Saved entries
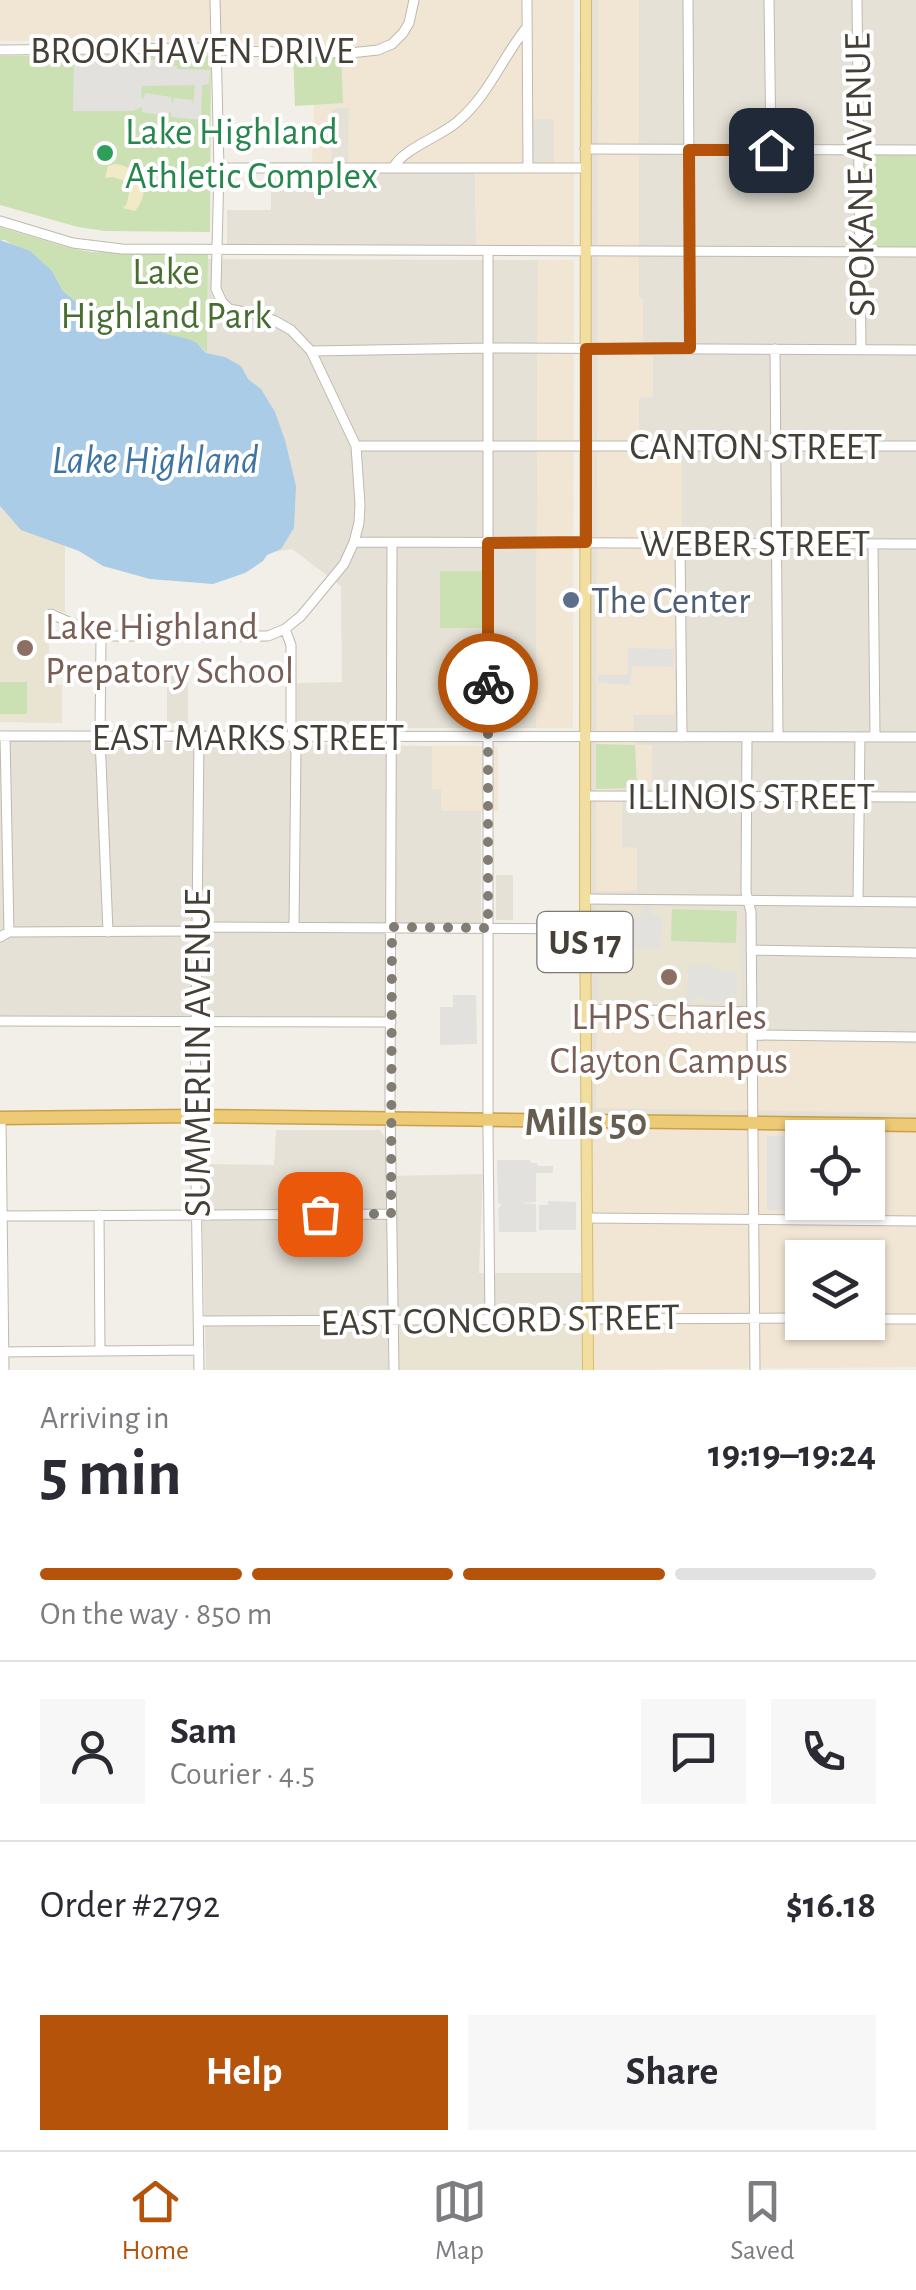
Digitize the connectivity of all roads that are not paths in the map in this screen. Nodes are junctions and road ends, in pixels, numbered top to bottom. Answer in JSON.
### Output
{"nodes":[{"id":1,"x":216,"y":0,"type":"edge"},
{"id":2,"x":414,"y":0,"type":"edge"},
{"id":3,"x":527,"y":0,"type":"edge"},
{"id":4,"x":586,"y":0,"type":"edge"},
{"id":5,"x":688,"y":0,"type":"edge"},
{"id":6,"x":769,"y":0,"type":"edge"},
{"id":7,"x":857,"y":0,"type":"edge"},
{"id":8,"x":527,"y":27,"type":"junction"},
{"id":9,"x":0,"y":50,"type":"edge"},
{"id":10,"x":217,"y":50,"type":"junction"},
{"id":11,"x":585,"y":149,"type":"junction"},
{"id":12,"x":689,"y":150,"type":"junction"},
{"id":13,"x":771,"y":150,"type":"junction"},
{"id":14,"x":858,"y":150,"type":"junction"},
{"id":15,"x":916,"y":150,"type":"edge"},
{"id":16,"x":219,"y":168,"type":"junction"},
{"id":17,"x":393,"y":168,"type":"junction"},
{"id":18,"x":528,"y":168,"type":"junction"},
{"id":19,"x":585,"y":168,"type":"junction"},
{"id":20,"x":0,"y":222,"type":"edge"},
{"id":21,"x":218,"y":249,"type":"junction"},
{"id":22,"x":488,"y":251,"type":"junction"},
{"id":23,"x":690,"y":251,"type":"junction"},
{"id":24,"x":585,"y":252,"type":"junction"},
{"id":25,"x":860,"y":252,"type":"junction"},
{"id":26,"x":916,"y":252,"type":"edge"},
{"id":27,"x":488,"y":348,"type":"junction"},
{"id":28,"x":690,"y":348,"type":"junction"},
{"id":29,"x":586,"y":349,"type":"junction"},
{"id":30,"x":775,"y":349,"type":"junction"},
{"id":31,"x":861,"y":349,"type":"junction"},
{"id":32,"x":916,"y":350,"type":"edge"},
{"id":33,"x":310,"y":351,"type":"junction"},
{"id":34,"x":356,"y":446,"type":"junction"},
{"id":35,"x":487,"y":446,"type":"junction"},
{"id":36,"x":585,"y":446,"type":"junction"},
{"id":37,"x":776,"y":446,"type":"junction"},
{"id":38,"x":916,"y":446,"type":"edge"},
{"id":39,"x":354,"y":542,"type":"junction"},
{"id":40,"x":392,"y":542,"type":"junction"},
{"id":41,"x":586,"y":542,"type":"junction"},
{"id":42,"x":680,"y":542,"type":"junction"},
{"id":43,"x":488,"y":543,"type":"junction"},
{"id":44,"x":776,"y":543,"type":"junction"},
{"id":45,"x":873,"y":544,"type":"junction"},
{"id":46,"x":916,"y":544,"type":"edge"},
{"id":47,"x":51,"y":614,"type":"dead end"},
{"id":48,"x":285,"y":630,"type":"junction"},
{"id":49,"x":101,"y":636,"type":"junction"},
{"id":50,"x":2,"y":736,"type":"edge"},
{"id":51,"x":100,"y":736,"type":"junction"},
{"id":52,"x":294,"y":736,"type":"junction"},
{"id":53,"x":682,"y":736,"type":"junction"},
{"id":54,"x":198,"y":737,"type":"junction"},
{"id":55,"x":392,"y":737,"type":"junction"},
{"id":56,"x":488,"y":737,"type":"junction"},
{"id":57,"x":585,"y":737,"type":"junction"},
{"id":58,"x":746,"y":737,"type":"junction"},
{"id":59,"x":778,"y":737,"type":"junction"},
{"id":60,"x":860,"y":737,"type":"junction"},
{"id":61,"x":874,"y":737,"type":"junction"},
{"id":62,"x":916,"y":737,"type":"edge"},
{"id":63,"x":585,"y":796,"type":"junction"},
{"id":64,"x":859,"y":796,"type":"junction"},
{"id":65,"x":747,"y":797,"type":"junction"},
{"id":66,"x":916,"y":797,"type":"edge"},
{"id":67,"x":585,"y":899,"type":"junction"},
{"id":68,"x":858,"y":901,"type":"junction"},
{"id":69,"x":748,"y":902,"type":"junction"},
{"id":70,"x":916,"y":902,"type":"edge"},
{"id":71,"x":294,"y":927,"type":"junction"},
{"id":72,"x":392,"y":927,"type":"junction"},
{"id":73,"x":488,"y":928,"type":"junction"},
{"id":74,"x":198,"y":929,"type":"junction"},
{"id":75,"x":585,"y":929,"type":"junction"},
{"id":76,"x":108,"y":932,"type":"junction"},
{"id":77,"x":5,"y":934,"type":"edge"},
{"id":78,"x":751,"y":950,"type":"junction"},
{"id":79,"x":916,"y":953,"type":"edge"},
{"id":80,"x":585,"y":1009,"type":"junction"},
{"id":81,"x":752,"y":1012,"type":"junction"},
{"id":82,"x":0,"y":1020,"type":"edge"},
{"id":83,"x":196,"y":1022,"type":"junction"},
{"id":84,"x":391,"y":1022,"type":"junction"},
{"id":85,"x":752,"y":1035,"type":"junction"},
{"id":86,"x":916,"y":1037,"type":"edge"},
{"id":87,"x":195,"y":1116,"type":"junction"},
{"id":88,"x":1,"y":1118,"type":"edge"},
{"id":89,"x":390,"y":1118,"type":"junction"},
{"id":90,"x":488,"y":1120,"type":"junction"},
{"id":91,"x":586,"y":1122,"type":"junction"},
{"id":92,"x":754,"y":1123,"type":"junction"},
{"id":93,"x":916,"y":1125,"type":"edge"},
{"id":94,"x":99,"y":1214,"type":"junction"},
{"id":95,"x":196,"y":1214,"type":"junction"},
{"id":96,"x":391,"y":1214,"type":"junction"},
{"id":97,"x":1,"y":1216,"type":"edge"},
{"id":98,"x":586,"y":1218,"type":"junction"},
{"id":99,"x":754,"y":1220,"type":"junction"},
{"id":100,"x":916,"y":1221,"type":"edge"},
{"id":101,"x":588,"y":1318,"type":"junction"},
{"id":102,"x":754,"y":1318,"type":"junction"},
{"id":103,"x":785,"y":1318,"type":"edge"},
{"id":104,"x":885,"y":1318,"type":"edge"},
{"id":105,"x":916,"y":1319,"type":"edge"},
{"id":106,"x":490,"y":1320,"type":"junction"},
{"id":107,"x":198,"y":1321,"type":"junction"},
{"id":108,"x":393,"y":1321,"type":"junction"},
{"id":109,"x":198,"y":1350,"type":"junction"},
{"id":110,"x":100,"y":1351,"type":"junction"},
{"id":111,"x":2,"y":1352,"type":"edge"},
{"id":112,"x":4,"y":1370,"type":"edge"},
{"id":113,"x":199,"y":1370,"type":"edge"},
{"id":114,"x":394,"y":1370,"type":"edge"},
{"id":115,"x":588,"y":1370,"type":"edge"},
{"id":116,"x":755,"y":1370,"type":"edge"}],
"edges":[{"from":1,"to":10,"type":"street"},
{"from":2,"to":10,"type":"street","name":"BROOKHAVEN DRIVE"},
{"from":3,"to":8,"type":"street"},
{"from":4,"to":11,"type":"main road","number":"US 17"},
{"from":5,"to":12,"type":"street"},
{"from":6,"to":13,"type":"street"},
{"from":7,"to":14,"type":"street","name":"SPOKANE AVENUE"},
{"from":8,"to":17,"type":"street"},
{"from":8,"to":18,"type":"street"},
{"from":9,"to":10,"type":"street","name":"BROOKHAVEN DRIVE"},
{"from":10,"to":16,"type":"street"},
{"from":11,"to":12,"type":"street"},
{"from":11,"to":19,"type":"main road","number":"US 17"},
{"from":12,"to":13,"type":"street"},
{"from":12,"to":23,"type":"street"},
{"from":13,"to":14,"type":"street"},
{"from":14,"to":15,"type":"street"},
{"from":14,"to":25,"type":"street","name":"SPOKANE AVENUE"},
{"from":16,"to":17,"type":"street"},
{"from":16,"to":21,"type":"street"},
{"from":17,"to":18,"type":"street"},
{"from":18,"to":19,"type":"street"},
{"from":19,"to":24,"type":"main road","number":"US 17"},
{"from":20,"to":21,"type":"street"},
{"from":21,"to":22,"type":"street"},
{"from":21,"to":33,"type":"street"},
{"from":22,"to":24,"type":"street"},
{"from":22,"to":27,"type":"street"},
{"from":23,"to":24,"type":"street"},
{"from":23,"to":25,"type":"street"},
{"from":23,"to":28,"type":"street"},
{"from":24,"to":29,"type":"main road","number":"US 17"},
{"from":25,"to":26,"type":"street"},
{"from":25,"to":31,"type":"street","name":"SPOKANE AVENUE"},
{"from":27,"to":29,"type":"street"},
{"from":27,"to":33,"type":"street"},
{"from":27,"to":35,"type":"street"},
{"from":28,"to":29,"type":"street"},
{"from":28,"to":30,"type":"street"},
{"from":29,"to":36,"type":"main road","number":"US 17"},
{"from":30,"to":31,"type":"street"},
{"from":30,"to":37,"type":"street"},
{"from":31,"to":32,"type":"street"},
{"from":33,"to":34,"type":"street"},
{"from":34,"to":35,"type":"street","name":"CANTON STREET"},
{"from":34,"to":39,"type":"street"},
{"from":35,"to":36,"type":"street","name":"CANTON STREET"},
{"from":35,"to":43,"type":"street"},
{"from":36,"to":37,"type":"street","name":"CANTON STREET"},
{"from":36,"to":41,"type":"main road","number":"US 17"},
{"from":37,"to":38,"type":"street","name":"CANTON STREET"},
{"from":37,"to":44,"type":"street"},
{"from":39,"to":40,"type":"street","name":"WEBER STREET"},
{"from":39,"to":48,"type":"street"},
{"from":40,"to":43,"type":"street","name":"WEBER STREET"},
{"from":40,"to":55,"type":"street"},
{"from":41,"to":42,"type":"street","name":"WEBER STREET"},
{"from":41,"to":43,"type":"street","name":"WEBER STREET"},
{"from":41,"to":57,"type":"main road","number":"US 17"},
{"from":42,"to":44,"type":"street","name":"WEBER STREET"},
{"from":42,"to":53,"type":"street"},
{"from":43,"to":56,"type":"street"},
{"from":44,"to":45,"type":"street","name":"WEBER STREET"},
{"from":44,"to":59,"type":"street"},
{"from":45,"to":46,"type":"street","name":"WEBER STREET"},
{"from":45,"to":61,"type":"street"},
{"from":47,"to":49,"type":"street"},
{"from":48,"to":49,"type":"street"},
{"from":48,"to":52,"type":"street"},
{"from":49,"to":51,"type":"street"},
{"from":50,"to":51,"type":"street","name":"EAST MARKS STREET"},
{"from":50,"to":77,"type":"street"},
{"from":51,"to":54,"type":"street","name":"EAST MARKS STREET"},
{"from":51,"to":76,"type":"street"},
{"from":52,"to":54,"type":"street","name":"EAST MARKS STREET"},
{"from":52,"to":55,"type":"street","name":"EAST MARKS STREET"},
{"from":52,"to":71,"type":"street"},
{"from":53,"to":57,"type":"street","name":"EAST MARKS STREET"},
{"from":53,"to":58,"type":"street","name":"EAST MARKS STREET"},
{"from":54,"to":74,"type":"street","name":"SUMMERLIN AVENUE"},
{"from":55,"to":56,"type":"street","name":"EAST MARKS STREET"},
{"from":55,"to":72,"type":"street"},
{"from":56,"to":57,"type":"street","name":"EAST MARKS STREET"},
{"from":56,"to":73,"type":"street"},
{"from":57,"to":63,"type":"main road","number":"US 17"},
{"from":58,"to":59,"type":"street","name":"EAST MARKS STREET"},
{"from":58,"to":65,"type":"street"},
{"from":59,"to":60,"type":"street","name":"EAST MARKS STREET"},
{"from":60,"to":61,"type":"street","name":"EAST MARKS STREET"},
{"from":60,"to":64,"type":"street"},
{"from":61,"to":62,"type":"street","name":"EAST MARKS STREET"},
{"from":63,"to":65,"type":"street","name":"ILLINOIS STREET"},
{"from":63,"to":67,"type":"main road","number":"US 17"},
{"from":64,"to":65,"type":"street","name":"ILLINOIS STREET"},
{"from":64,"to":66,"type":"street","name":"ILLINOIS STREET"},
{"from":64,"to":68,"type":"street"},
{"from":65,"to":69,"type":"street"},
{"from":67,"to":69,"type":"street"},
{"from":67,"to":75,"type":"main road","number":"US 17"},
{"from":68,"to":69,"type":"street"},
{"from":68,"to":70,"type":"street"},
{"from":69,"to":78,"type":"street"},
{"from":71,"to":72,"type":"street"},
{"from":71,"to":74,"type":"street"},
{"from":72,"to":73,"type":"street"},
{"from":72,"to":84,"type":"street"},
{"from":73,"to":75,"type":"street"},
{"from":73,"to":90,"type":"street"},
{"from":74,"to":76,"type":"street"},
{"from":74,"to":83,"type":"street","name":"SUMMERLIN AVENUE"},
{"from":75,"to":80,"type":"main road","number":"US 17"},
{"from":76,"to":77,"type":"street"},
{"from":78,"to":79,"type":"street"},
{"from":78,"to":81,"type":"street"},
{"from":80,"to":81,"type":"street"},
{"from":80,"to":91,"type":"main road","number":"US 17"},
{"from":81,"to":85,"type":"street"},
{"from":82,"to":83,"type":"street"},
{"from":83,"to":84,"type":"street"},
{"from":83,"to":87,"type":"street","name":"SUMMERLIN AVENUE"},
{"from":84,"to":89,"type":"street"},
{"from":85,"to":86,"type":"street"},
{"from":85,"to":92,"type":"street"},
{"from":87,"to":88,"type":"highway"},
{"from":87,"to":89,"type":"highway"},
{"from":87,"to":95,"type":"street","name":"SUMMERLIN AVENUE"},
{"from":88,"to":97,"type":"street"},
{"from":89,"to":90,"type":"highway"},
{"from":89,"to":96,"type":"street"},
{"from":90,"to":91,"type":"highway"},
{"from":90,"to":106,"type":"street"},
{"from":91,"to":92,"type":"highway"},
{"from":91,"to":98,"type":"main road"},
{"from":92,"to":93,"type":"highway"},
{"from":92,"to":99,"type":"street"},
{"from":94,"to":95,"type":"street"},
{"from":94,"to":97,"type":"street"},
{"from":94,"to":110,"type":"street"},
{"from":95,"to":96,"type":"street"},
{"from":95,"to":107,"type":"street","name":"SUMMERLIN AVENUE"},
{"from":96,"to":108,"type":"street"},
{"from":97,"to":111,"type":"street"},
{"from":98,"to":99,"type":"street"},
{"from":98,"to":101,"type":"main road"},
{"from":99,"to":100,"type":"street"},
{"from":99,"to":102,"type":"street"},
{"from":101,"to":102,"type":"street","name":"EAST CONCORD STREET"},
{"from":101,"to":106,"type":"street","name":"EAST CONCORD STREET"},
{"from":101,"to":115,"type":"main road"},
{"from":102,"to":103,"type":"street","name":"EAST CONCORD STREET"},
{"from":102,"to":116,"type":"street"},
{"from":104,"to":105,"type":"street"},
{"from":106,"to":108,"type":"street","name":"EAST CONCORD STREET"},
{"from":107,"to":108,"type":"street","name":"EAST CONCORD STREET"},
{"from":107,"to":109,"type":"street","name":"SUMMERLIN AVENUE"},
{"from":108,"to":114,"type":"street"},
{"from":109,"to":110,"type":"street"},
{"from":109,"to":113,"type":"street","name":"SUMMERLIN AVENUE"},
{"from":110,"to":111,"type":"street"},
{"from":111,"to":112,"type":"street"}]}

> [BRIEF] Where the word "WEBER" occurs in a line of the records, copy that line.

> [RESULT OF THE EXERCISE]
{"from":39,"to":40,"type":"street","name":"WEBER STREET"},
{"from":40,"to":43,"type":"street","name":"WEBER STREET"},
{"from":41,"to":42,"type":"street","name":"WEBER STREET"},
{"from":41,"to":43,"type":"street","name":"WEBER STREET"},
{"from":42,"to":44,"type":"street","name":"WEBER STREET"},
{"from":44,"to":45,"type":"street","name":"WEBER STREET"},
{"from":45,"to":46,"type":"street","name":"WEBER STREET"},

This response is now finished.